What is required —
In this exercise, write out the data word for word and leave every image out.

· · · ·

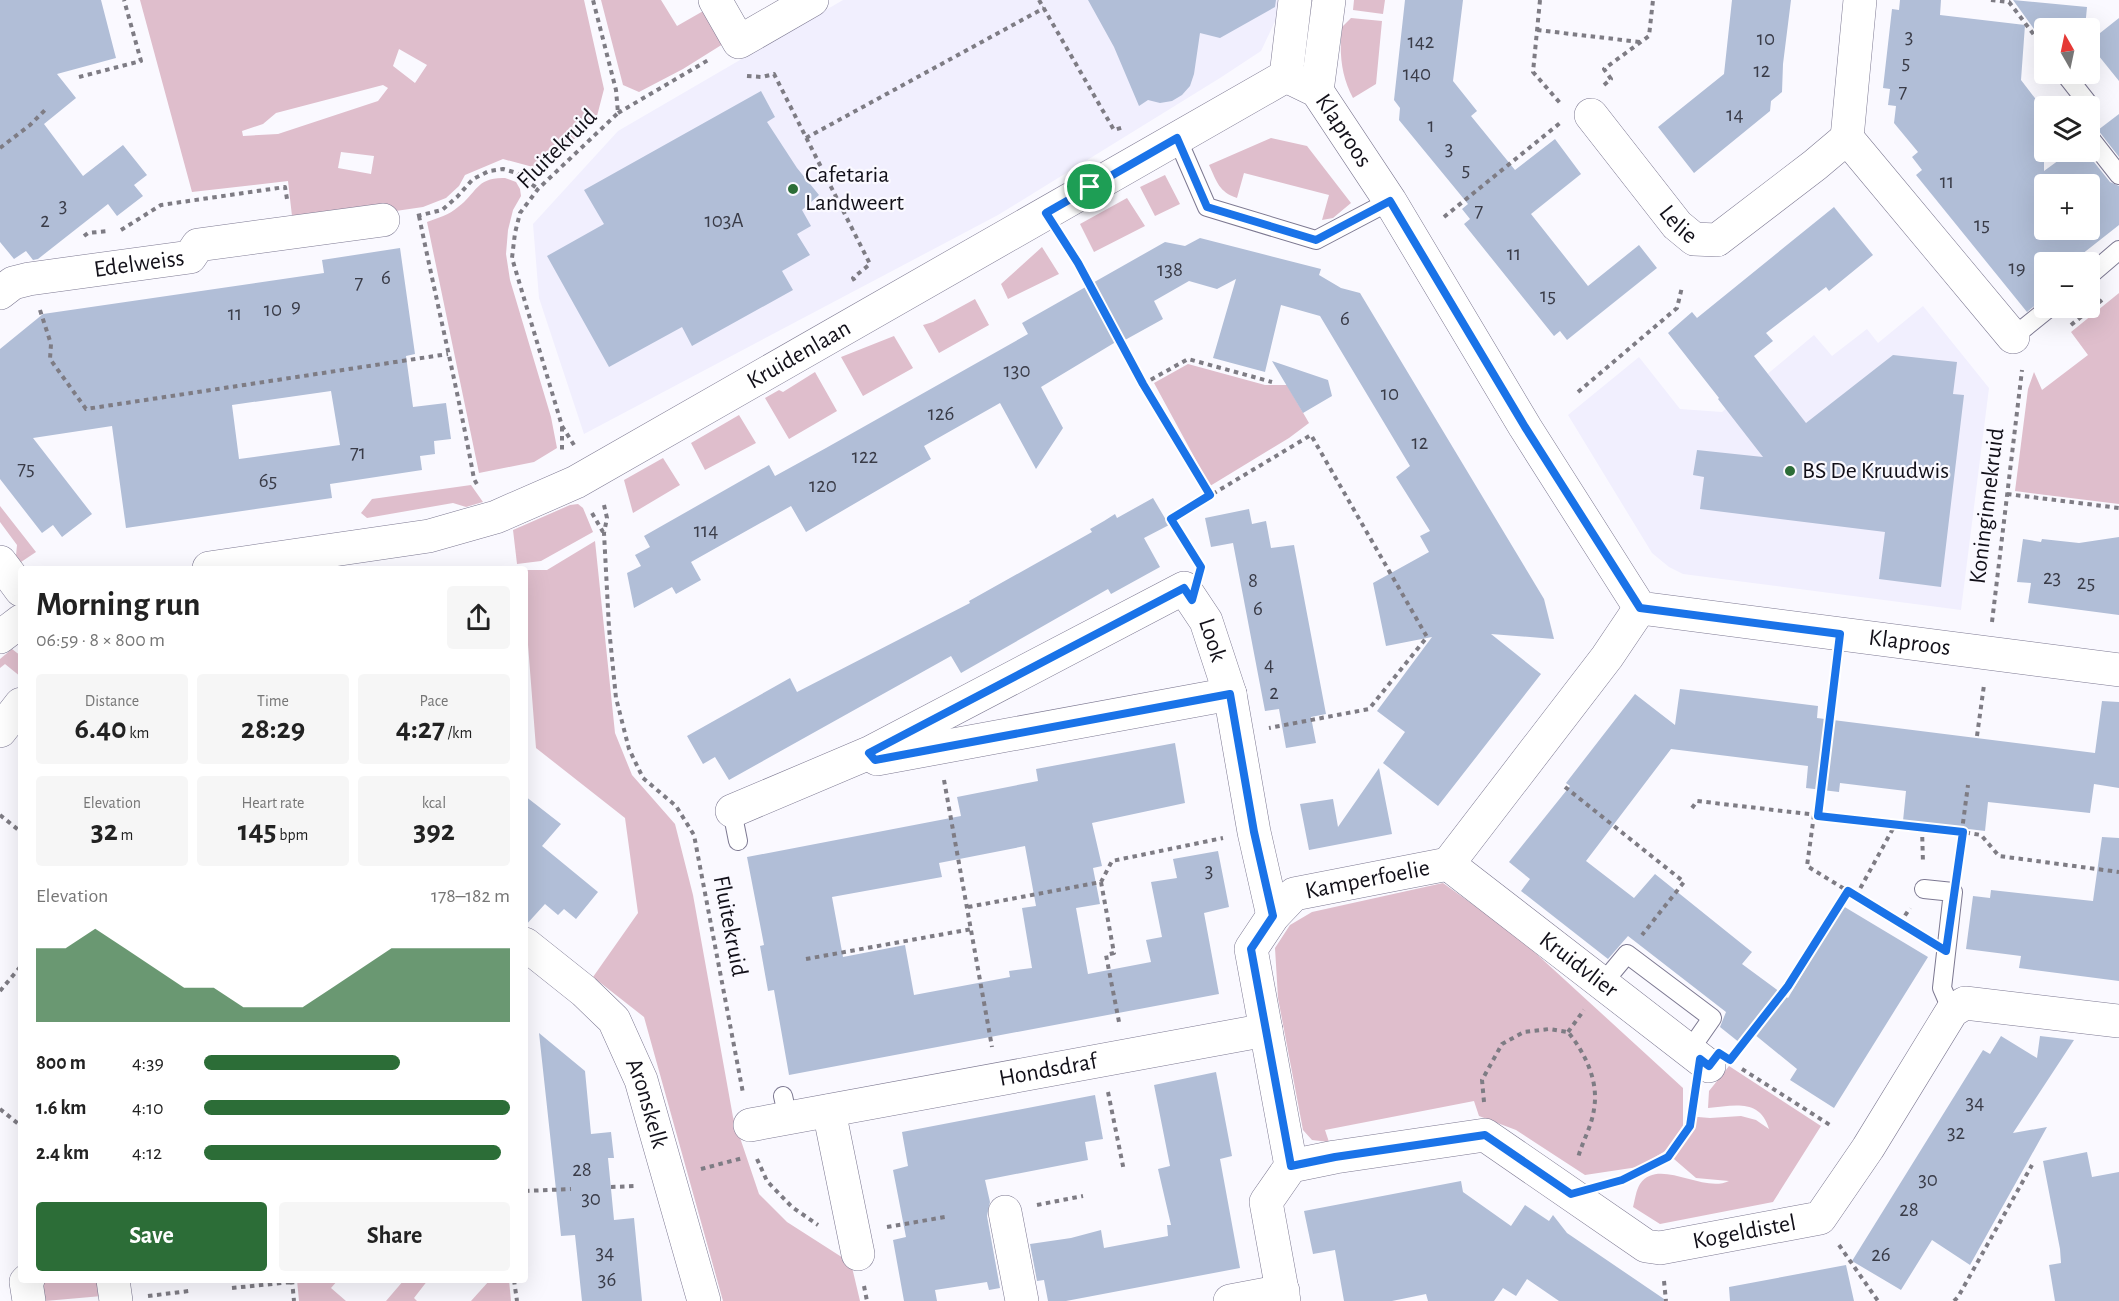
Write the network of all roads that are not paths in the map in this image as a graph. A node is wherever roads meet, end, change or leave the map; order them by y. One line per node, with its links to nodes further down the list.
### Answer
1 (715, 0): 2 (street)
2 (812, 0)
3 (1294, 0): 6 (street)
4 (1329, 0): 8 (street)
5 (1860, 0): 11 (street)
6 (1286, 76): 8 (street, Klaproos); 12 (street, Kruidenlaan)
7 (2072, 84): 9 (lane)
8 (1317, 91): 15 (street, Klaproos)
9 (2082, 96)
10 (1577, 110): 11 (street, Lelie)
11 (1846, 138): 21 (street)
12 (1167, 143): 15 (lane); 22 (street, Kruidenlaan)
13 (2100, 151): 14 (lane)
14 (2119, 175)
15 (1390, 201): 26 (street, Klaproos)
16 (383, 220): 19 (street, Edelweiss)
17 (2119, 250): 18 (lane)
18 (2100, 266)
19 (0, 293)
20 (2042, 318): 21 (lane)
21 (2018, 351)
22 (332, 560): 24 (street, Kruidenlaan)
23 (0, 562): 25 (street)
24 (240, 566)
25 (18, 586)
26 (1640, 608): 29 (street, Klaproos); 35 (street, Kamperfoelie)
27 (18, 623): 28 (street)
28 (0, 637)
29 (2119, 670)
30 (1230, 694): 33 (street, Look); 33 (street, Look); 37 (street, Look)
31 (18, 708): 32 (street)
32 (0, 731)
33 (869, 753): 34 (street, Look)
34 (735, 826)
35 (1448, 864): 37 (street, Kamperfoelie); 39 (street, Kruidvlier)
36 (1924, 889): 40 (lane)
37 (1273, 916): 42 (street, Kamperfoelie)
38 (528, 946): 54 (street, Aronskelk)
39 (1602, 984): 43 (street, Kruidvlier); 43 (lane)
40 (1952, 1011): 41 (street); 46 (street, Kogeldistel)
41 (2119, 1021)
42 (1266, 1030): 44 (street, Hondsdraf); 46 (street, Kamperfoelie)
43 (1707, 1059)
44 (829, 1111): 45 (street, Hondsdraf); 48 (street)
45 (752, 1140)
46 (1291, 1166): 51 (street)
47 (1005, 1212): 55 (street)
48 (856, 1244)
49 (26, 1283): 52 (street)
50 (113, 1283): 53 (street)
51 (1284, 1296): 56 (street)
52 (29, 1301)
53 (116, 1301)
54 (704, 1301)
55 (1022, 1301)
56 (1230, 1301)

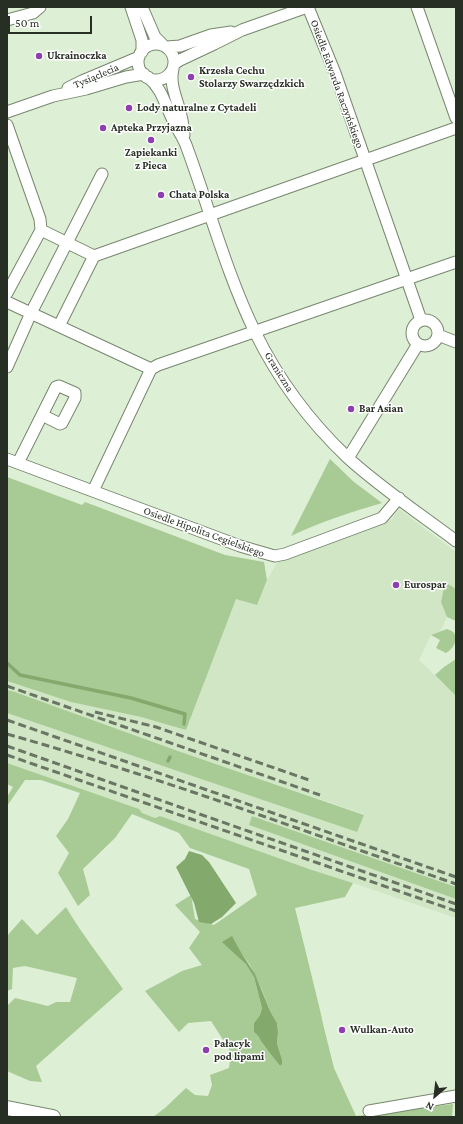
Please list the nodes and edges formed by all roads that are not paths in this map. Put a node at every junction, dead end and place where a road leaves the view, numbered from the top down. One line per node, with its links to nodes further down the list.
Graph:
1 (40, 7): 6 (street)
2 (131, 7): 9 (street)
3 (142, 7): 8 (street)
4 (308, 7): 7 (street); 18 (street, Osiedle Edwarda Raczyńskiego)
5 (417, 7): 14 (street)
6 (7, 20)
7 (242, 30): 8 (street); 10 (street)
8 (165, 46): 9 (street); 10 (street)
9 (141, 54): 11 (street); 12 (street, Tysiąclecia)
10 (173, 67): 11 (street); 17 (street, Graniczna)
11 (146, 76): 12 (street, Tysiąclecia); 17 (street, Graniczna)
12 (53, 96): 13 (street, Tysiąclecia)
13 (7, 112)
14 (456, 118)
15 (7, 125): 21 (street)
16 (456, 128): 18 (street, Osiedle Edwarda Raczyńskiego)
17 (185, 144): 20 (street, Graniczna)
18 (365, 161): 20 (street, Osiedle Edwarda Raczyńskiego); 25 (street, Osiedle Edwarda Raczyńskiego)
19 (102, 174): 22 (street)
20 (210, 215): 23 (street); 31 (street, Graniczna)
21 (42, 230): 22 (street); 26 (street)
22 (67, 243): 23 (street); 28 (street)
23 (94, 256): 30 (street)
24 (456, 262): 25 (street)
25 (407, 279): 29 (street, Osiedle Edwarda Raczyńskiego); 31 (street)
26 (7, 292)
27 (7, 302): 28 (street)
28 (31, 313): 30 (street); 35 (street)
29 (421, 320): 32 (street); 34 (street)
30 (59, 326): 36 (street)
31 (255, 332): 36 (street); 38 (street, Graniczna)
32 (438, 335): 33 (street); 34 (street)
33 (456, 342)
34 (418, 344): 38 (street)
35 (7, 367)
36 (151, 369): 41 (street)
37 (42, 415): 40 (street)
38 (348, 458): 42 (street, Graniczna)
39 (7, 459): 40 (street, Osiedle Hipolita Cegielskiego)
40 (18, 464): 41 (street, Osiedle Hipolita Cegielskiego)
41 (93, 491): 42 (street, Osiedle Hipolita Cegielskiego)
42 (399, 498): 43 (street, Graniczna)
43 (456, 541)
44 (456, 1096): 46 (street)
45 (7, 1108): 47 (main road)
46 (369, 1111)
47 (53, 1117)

· · · ·

Answer box —
Write the network of all roads that are not paths in the map in this image as a graph. A node is wherever roads meet, end, change or leave the map; order them by y. One line per node, with its links to nodes further down the list.
### Answer
1 (715, 0): 2 (street)
2 (812, 0)
3 (1294, 0): 6 (street)
4 (1329, 0): 8 (street)
5 (1860, 0): 11 (street)
6 (1286, 76): 8 (street, Klaproos); 12 (street, Kruidenlaan)
7 (2072, 84): 9 (lane)
8 (1317, 91): 15 (street, Klaproos)
9 (2082, 96)
10 (1577, 110): 11 (street, Lelie)
11 (1846, 138): 21 (street)
12 (1167, 143): 15 (lane); 22 (street, Kruidenlaan)
13 (2100, 151): 14 (lane)
14 (2119, 175)
15 (1390, 201): 26 (street, Klaproos)
16 (383, 220): 19 (street, Edelweiss)
17 (2119, 250): 18 (lane)
18 (2100, 266)
19 (0, 293)
20 (2042, 318): 21 (lane)
21 (2018, 351)
22 (332, 560): 24 (street, Kruidenlaan)
23 (0, 562): 25 (street)
24 (240, 566)
25 (18, 586)
26 (1640, 608): 29 (street, Klaproos); 35 (street, Kamperfoelie)
27 (18, 623): 28 (street)
28 (0, 637)
29 (2119, 670)
30 (1230, 694): 33 (street, Look); 33 (street, Look); 37 (street, Look)
31 (18, 708): 32 (street)
32 (0, 731)
33 (869, 753): 34 (street, Look)
34 (735, 826)
35 (1448, 864): 37 (street, Kamperfoelie); 39 (street, Kruidvlier)
36 (1924, 889): 40 (lane)
37 (1273, 916): 42 (street, Kamperfoelie)
38 (528, 946): 54 (street, Aronskelk)
39 (1602, 984): 43 (street, Kruidvlier); 43 (lane)
40 (1952, 1011): 41 (street); 46 (street, Kogeldistel)
41 (2119, 1021)
42 (1266, 1030): 44 (street, Hondsdraf); 46 (street, Kamperfoelie)
43 (1707, 1059)
44 (829, 1111): 45 (street, Hondsdraf); 48 (street)
45 (752, 1140)
46 (1291, 1166): 51 (street)
47 (1005, 1212): 55 (street)
48 (856, 1244)
49 (26, 1283): 52 (street)
50 (113, 1283): 53 (street)
51 (1284, 1296): 56 (street)
52 (29, 1301)
53 (116, 1301)
54 (704, 1301)
55 (1022, 1301)
56 (1230, 1301)

Please list the nodes and edges formed by all roads that are not paths in this map. Put a node at every junction, dead end and place where a road leaves the view, numbered from the top down. One line per node, with its links to nodes further down the list.
Graph:
1 (40, 7): 6 (street)
2 (131, 7): 9 (street)
3 (142, 7): 8 (street)
4 (308, 7): 7 (street); 18 (street, Osiedle Edwarda Raczyńskiego)
5 (417, 7): 14 (street)
6 (7, 20)
7 (242, 30): 8 (street); 10 (street)
8 (165, 46): 9 (street); 10 (street)
9 (141, 54): 11 (street); 12 (street, Tysiąclecia)
10 (173, 67): 11 (street); 17 (street, Graniczna)
11 (146, 76): 12 (street, Tysiąclecia); 17 (street, Graniczna)
12 (53, 96): 13 (street, Tysiąclecia)
13 (7, 112)
14 (456, 118)
15 (7, 125): 21 (street)
16 (456, 128): 18 (street, Osiedle Edwarda Raczyńskiego)
17 (185, 144): 20 (street, Graniczna)
18 (365, 161): 20 (street, Osiedle Edwarda Raczyńskiego); 25 (street, Osiedle Edwarda Raczyńskiego)
19 (102, 174): 22 (street)
20 (210, 215): 23 (street); 31 (street, Graniczna)
21 (42, 230): 22 (street); 26 (street)
22 (67, 243): 23 (street); 28 (street)
23 (94, 256): 30 (street)
24 (456, 262): 25 (street)
25 (407, 279): 29 (street, Osiedle Edwarda Raczyńskiego); 31 (street)
26 (7, 292)
27 (7, 302): 28 (street)
28 (31, 313): 30 (street); 35 (street)
29 (421, 320): 32 (street); 34 (street)
30 (59, 326): 36 (street)
31 (255, 332): 36 (street); 38 (street, Graniczna)
32 (438, 335): 33 (street); 34 (street)
33 (456, 342)
34 (418, 344): 38 (street)
35 (7, 367)
36 (151, 369): 41 (street)
37 (42, 415): 40 (street)
38 (348, 458): 42 (street, Graniczna)
39 (7, 459): 40 (street, Osiedle Hipolita Cegielskiego)
40 (18, 464): 41 (street, Osiedle Hipolita Cegielskiego)
41 (93, 491): 42 (street, Osiedle Hipolita Cegielskiego)
42 (399, 498): 43 (street, Graniczna)
43 (456, 541)
44 (456, 1096): 46 (street)
45 (7, 1108): 47 (main road)
46 (369, 1111)
47 (53, 1117)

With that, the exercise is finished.